### What the task requires:
In the data that follows, each entry is to be restated exactly.

+++ Provided data +++

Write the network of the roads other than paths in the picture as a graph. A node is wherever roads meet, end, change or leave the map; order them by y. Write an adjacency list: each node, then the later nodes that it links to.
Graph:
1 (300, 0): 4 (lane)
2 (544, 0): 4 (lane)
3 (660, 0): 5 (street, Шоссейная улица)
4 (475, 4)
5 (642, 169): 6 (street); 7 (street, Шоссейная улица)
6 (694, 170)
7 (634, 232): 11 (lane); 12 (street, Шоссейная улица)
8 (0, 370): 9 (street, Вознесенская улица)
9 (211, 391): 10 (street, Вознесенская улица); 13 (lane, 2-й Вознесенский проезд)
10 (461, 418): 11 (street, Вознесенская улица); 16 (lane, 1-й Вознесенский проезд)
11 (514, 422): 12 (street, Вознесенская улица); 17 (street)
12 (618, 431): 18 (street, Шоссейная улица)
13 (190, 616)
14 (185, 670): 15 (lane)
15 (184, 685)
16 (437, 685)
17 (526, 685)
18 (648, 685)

+++

### Answer area:
Write the network of the roads other than paths in the picture as a graph. A node is wherever roads meet, end, change or leave the map; order them by y. Write an adjacency list: each node, then the later nodes that it links to.
Graph:
1 (300, 0): 4 (lane)
2 (544, 0): 4 (lane)
3 (660, 0): 5 (street, Шоссейная улица)
4 (475, 4)
5 (642, 169): 6 (street); 7 (street, Шоссейная улица)
6 (694, 170)
7 (634, 232): 11 (lane); 12 (street, Шоссейная улица)
8 (0, 370): 9 (street, Вознесенская улица)
9 (211, 391): 10 (street, Вознесенская улица); 13 (lane, 2-й Вознесенский проезд)
10 (461, 418): 11 (street, Вознесенская улица); 16 (lane, 1-й Вознесенский проезд)
11 (514, 422): 12 (street, Вознесенская улица); 17 (street)
12 (618, 431): 18 (street, Шоссейная улица)
13 (190, 616)
14 (185, 670): 15 (lane)
15 (184, 685)
16 (437, 685)
17 (526, 685)
18 (648, 685)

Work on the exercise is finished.